Auszüge nicht angeschaut


Ob es ihm denn nicht aufgefallen sei, dass da plötzlich mehr Geld aufs Konto kam, wollte Richterin Tettmann wissen, doch der Angeklagte wiegelte ab. Er habe seine Auszüge nicht kontrolliert, zumal das Konto ein reines Online-Konto gewesen sei. Außerdem sei seine Frau für das Finanzielle zuständig gewesen. Seine finanzielle Situation zur damaligen Zeit beschrieb er als ganz normal.

Er habe jedenfalls keine Mitteilung vom Angeklagten bekommen, sagte der zuständige Arbeitsvermittler des Kulmbacher Jobcenters. Der Zeuge meinte auch, dass der 29-Jährige auf mehrere Einladungen hin nicht erschienen sei.
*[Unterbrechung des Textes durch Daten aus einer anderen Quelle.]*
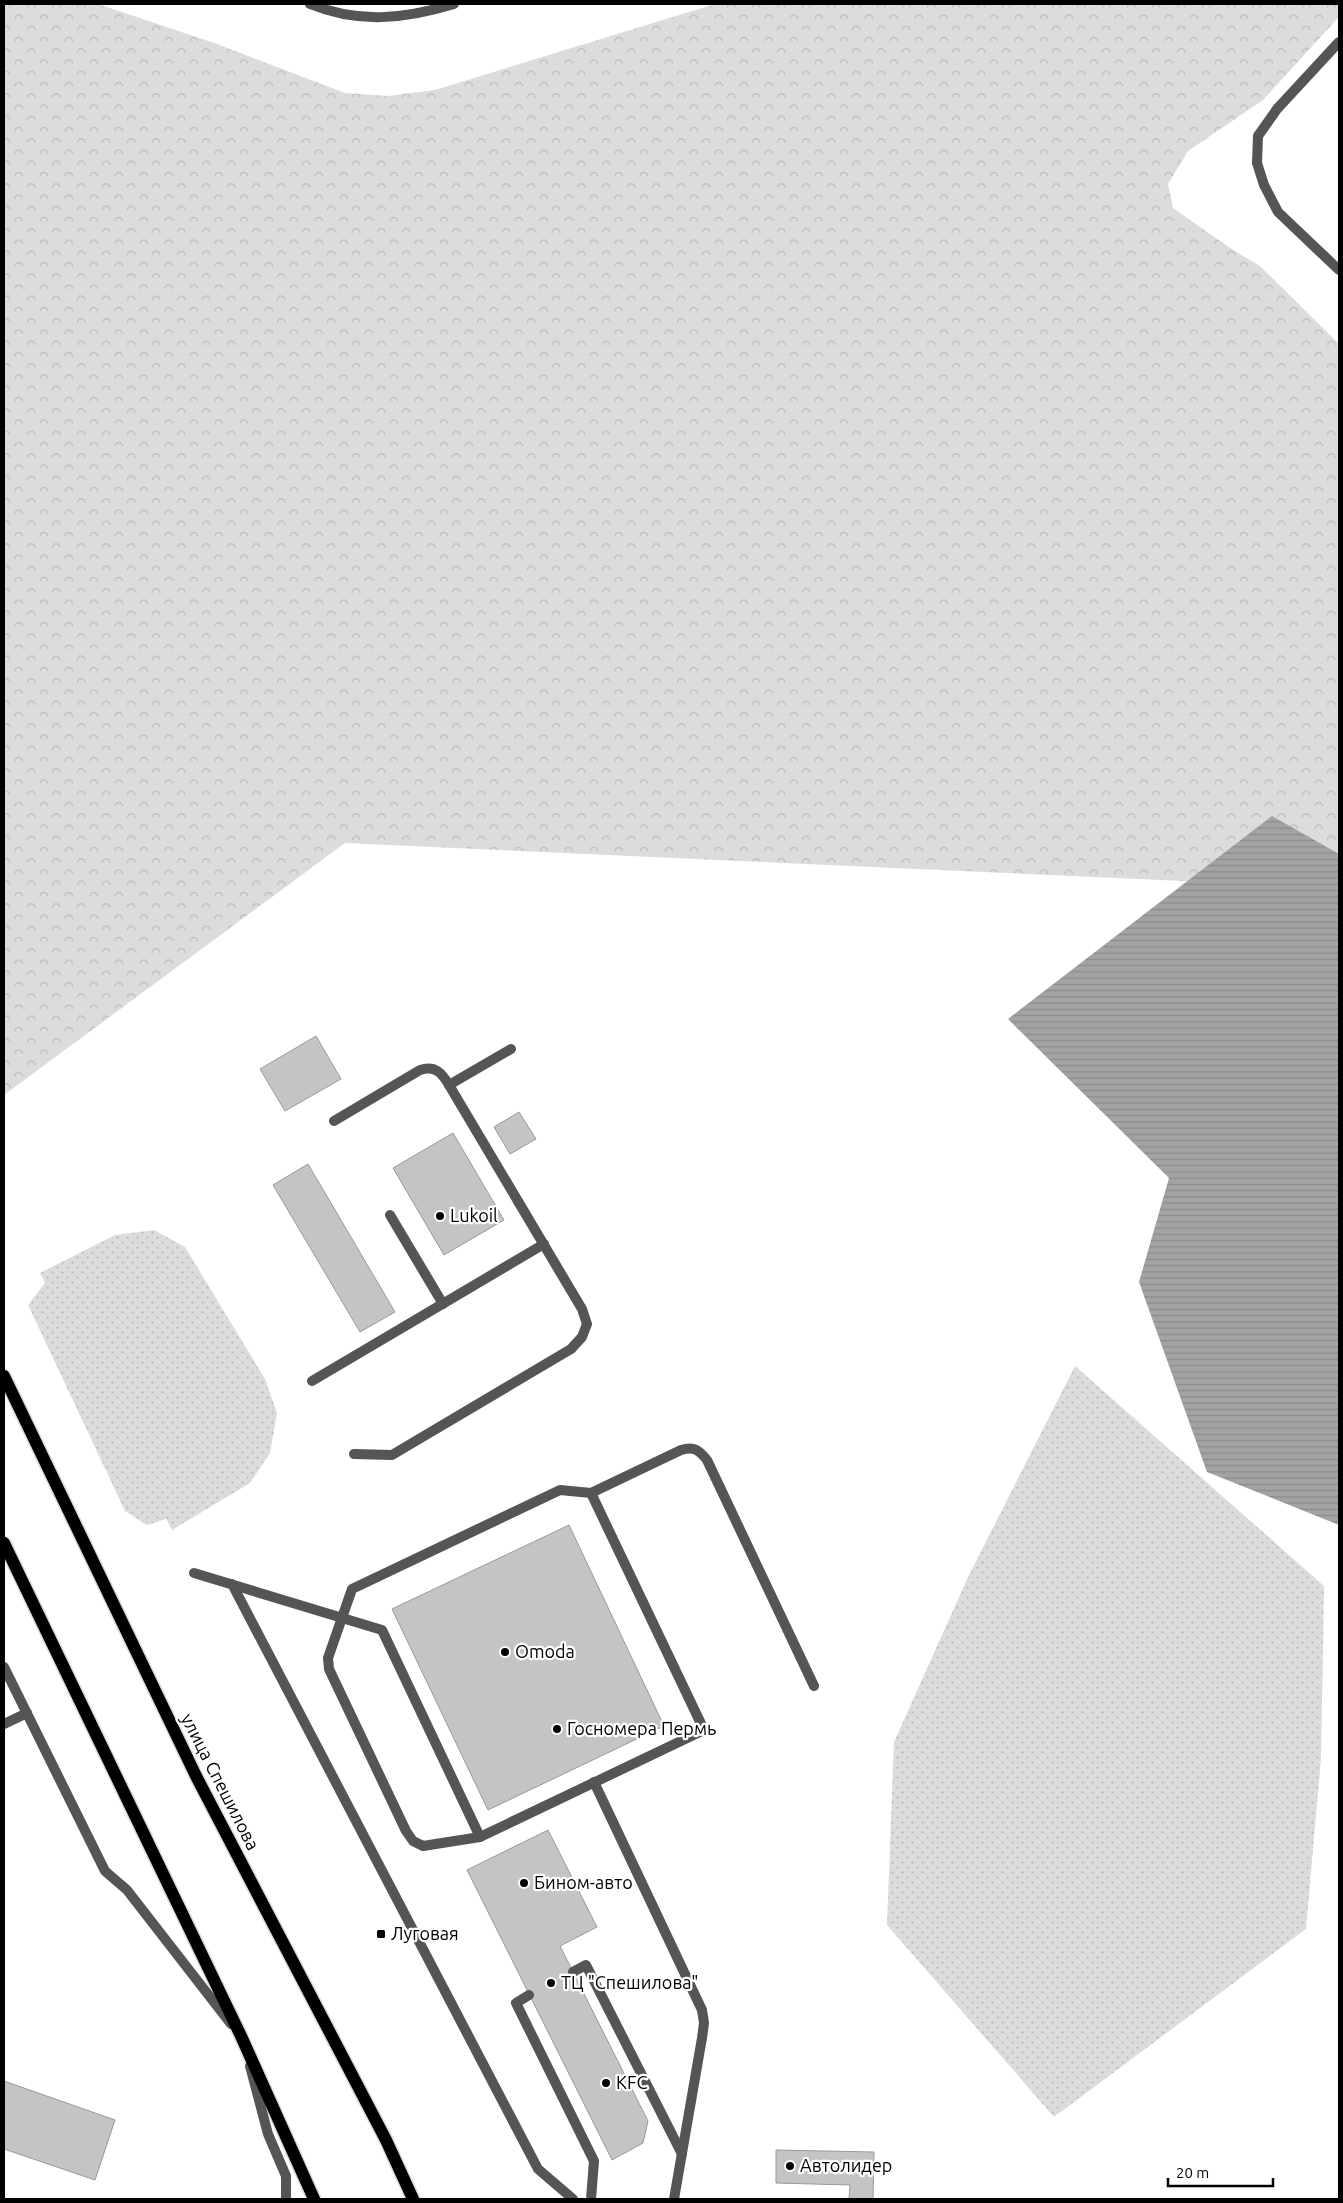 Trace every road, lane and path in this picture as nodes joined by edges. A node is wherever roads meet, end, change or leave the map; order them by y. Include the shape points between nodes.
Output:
1 (310, 4) edge
2 (454, 4) edge
3 (1339, 42) edge
4 (1339, 270) edge
5 (512, 1049) dead end
6 (449, 1085) junction
7 (334, 1121) dead end
8 (390, 1215) dead end
9 (544, 1244) junction
10 (442, 1304) junction
11 (4, 1376) edge
12 (312, 1381) dead end
13 (354, 1454) dead end
14 (591, 1493) junction
15 (4, 1542) edge
16 (194, 1573) dead end
17 (232, 1584) junction
18 (342, 1618) junction
19 (4, 1667) edge
20 (814, 1686) dead end
21 (27, 1713) junction
22 (4, 1724) edge
23 (594, 1782) junction
24 (480, 1837) junction
25 (574, 1972) dead end
26 (530, 1995) dead end
27 (241, 2036) junction
28 (386, 2140) junction
29 (682, 2154) junction
30 (286, 2199) edge
31 (314, 2199) edge
32 (413, 2199) edge
33 (418, 2199) edge
34 (573, 2199) edge
35 (590, 2199) edge
36 (674, 2199) edge

1 - 2 street via 363,18 417,14
3 - 4 street via 1277,109 1258,136 1258,163 1264,185 1278,212
5 - 6 street
6 - 7 street via 436,1069 428,1067
6 - 9 street
8 - 10 street
9 - 10 street
9 - 13 street via 582,1309 587,1324 582,1337 571,1349 392,1455
10 - 12 street
11 - 28 main road, улица Спешилова via 197,1778
14 - 18 street via 560,1490 352,1589
14 - 20 street via 681,1450 691,1447 699,1450 707,1460
14 - 23 street via 704,1730
15 - 27 main road
16 - 17 street
17 - 18 street
17 - 34 street via 538,2169
18 - 24 street via 382,1630
18 - 24 street via 328,1658 328,1669 406,1831 413,1841 423,1846
19 - 21 street
21 - 22 street
21 - 27 street via 105,1871 128,1890
23 - 24 street
23 - 29 street via 702,2010 703,2031
25 - 29 street via 586,1966
26 - 35 street via 516,2003 594,2161
27 - 30 street via 268,2134 286,2176
27 - 31 main road
28 - 32 main road, улица Спешилова
28 - 33 street
29 - 36 street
Das berichtete auch der Mitarbeiter der Arbeitsagentur in Bayreuth. Der Angeklagte sei auf zwei Einladungen hin unentschuldigt ferngeblieben. Er habe deshalb sogar eine Sperrzeit veranlasst und das Arbeitslosengeld erst später ausbezahlt.
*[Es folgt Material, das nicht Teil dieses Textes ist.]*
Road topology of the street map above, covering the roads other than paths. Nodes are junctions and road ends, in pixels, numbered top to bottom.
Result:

Einlassungen nicht glaubhaft


Die Einlassungen des Angeklagten seien nicht glaubhaft, sagte der Vertreter der Staatsanwaltschaft. Zumindest über die Geldeingänge seitens des Jobcenters und der Arbeitsagentur hätte sich der Angeklagte doch wundern müssen. Der Staatsanwalt beantragte deshalb eine Geldstrafe in Höhe von 100 Tagessätzen zu jeweils 40 Euro.
Freispruch forderte dagegen Verteidiger Alexander Schmidtgall. Sein Mandant habe keine Täuschung begangen, ihm sei nicht nachzuweisen, dass er sich nicht doch abgemeldet habe.

Dieser Argumentation folgte Richterin Tettmann nicht, wenngleich sie die vom Staatsanwalt beantragte Tagessatzhöhe wegen der Unterhaltsverpflichtungen nach unten korrigierte. Niemand könne ausschließen, dass mal ein Brief oder eine E-Mail nicht ankommt. Doch in dem Fall gebe es einfach zu viele Ungereimtheiten.

Auch Richterin Sieglinde Tettmann bezeichnete es als absolut unglaubwürdig, dass man es nicht merkt, wenn fünf Monate lang jeweils 400 Euro zusätzlich auf dem Konto ankommen. Damit war das Urteil klar.